Not all 13F filers are stock pickers. Many are just tracking an index. Confusing the two will wreck your analysis.
The Quick Test
Three things to check:
1. Holding Count
- < 50 holdings: Almost certainly active
- 50-200 holdings: Could go either way — check concentration
- 500+ holdings: Probably passive or semi-passive
- 5000+ holdings: Definitely an index tracker (Vanguard, BlackRock, State Street)
2. Top-5 Concentration
- > 25% in top 5: Active manager with conviction
- 15-25% in top 5: Moderate — could be enhanced index
- < 15% in top 5: Broad index exposure
3. Overlap With S&P 500
If a manager's top 10 looks exactly like the S&P 500 top 10 (AAPL, MSFT, NVDA, AMZN, GOOGL...), they're probably running index money.
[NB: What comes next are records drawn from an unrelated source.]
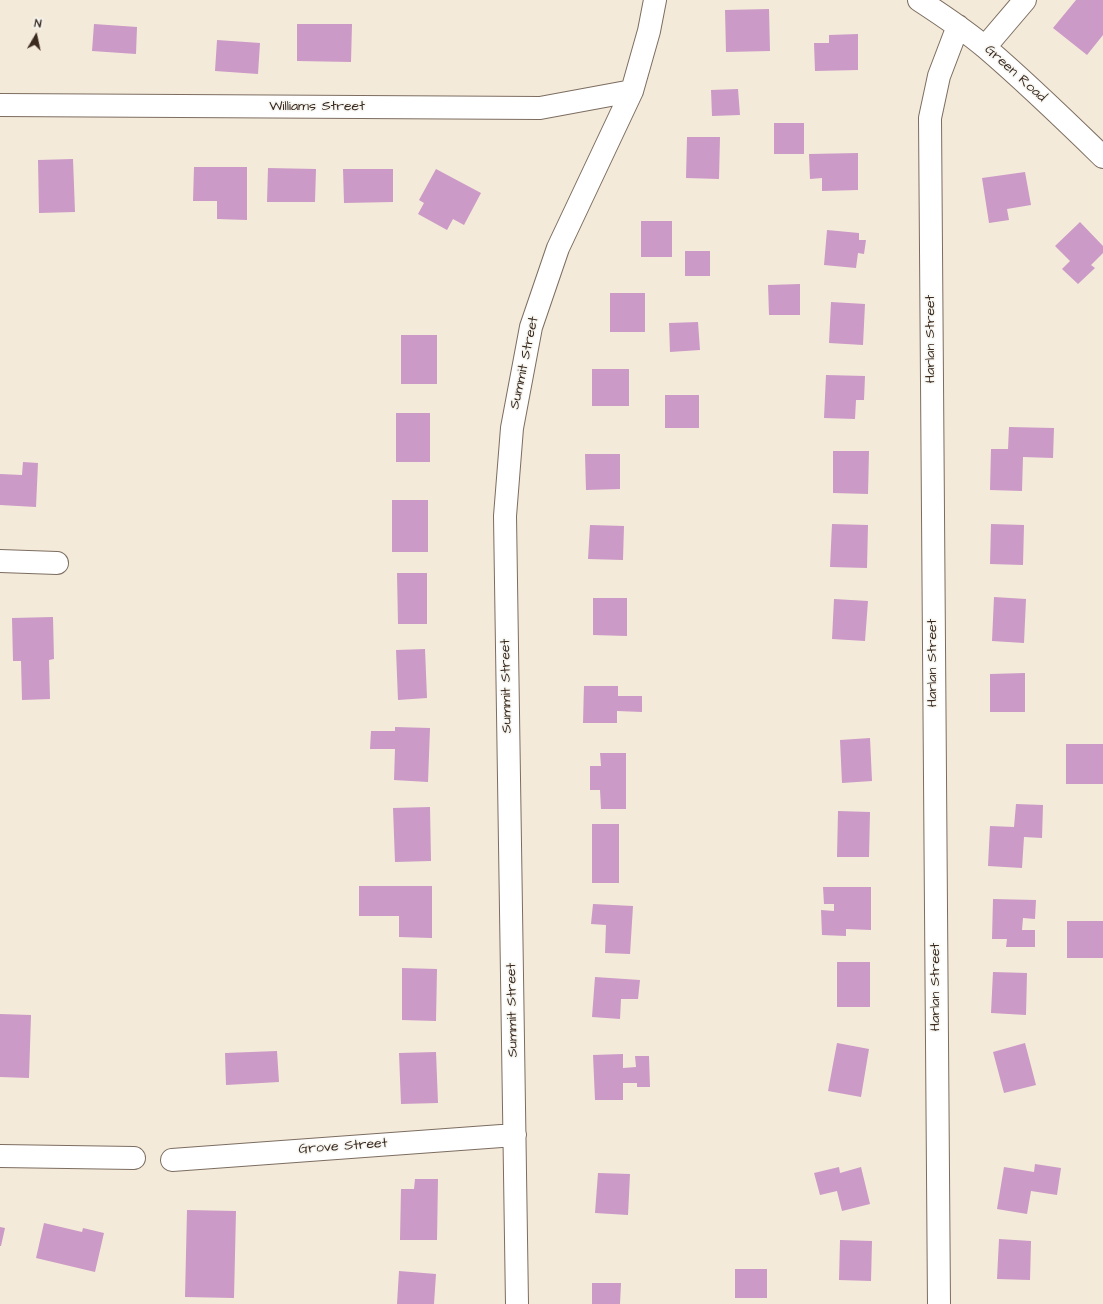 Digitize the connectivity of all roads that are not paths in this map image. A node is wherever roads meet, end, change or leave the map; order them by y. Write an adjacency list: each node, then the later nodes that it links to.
1 (655, 0): 6 (street, Summit Street)
2 (919, 0): 4 (street, Green Road)
3 (1025, 0): 5 (street)
4 (958, 26): 5 (street, Green Road); 16 (street, Harlan Street)
5 (986, 47): 8 (street, Green Road)
6 (632, 91): 7 (street, Williams Street); 11 (street, Summit Street)
7 (0, 105)
8 (1103, 157)
9 (0, 561): 10 (street)
10 (57, 563)
11 (515, 1135): 14 (street, Grove Street); 15 (street, Summit Street)
12 (0, 1156): 13 (street)
13 (134, 1158)
14 (172, 1160)
15 (517, 1304)
16 (939, 1304)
The signal is in the deviations from the benchmark, not the holdings themselves.
Why This Matters
Copying a passive manager's 13F is literally just buying the index with extra steps and a 45-day delay. The edge comes from identifying active managers with concentrated bets and tracking their highest-conviction positions.
On 13F Insight, the Whale Score helps filter for this — higher scores tend to correlate with more active, concentrated portfolios.
How do you filter out passive noise from your 13F research? I find holding count is the fastest first screen.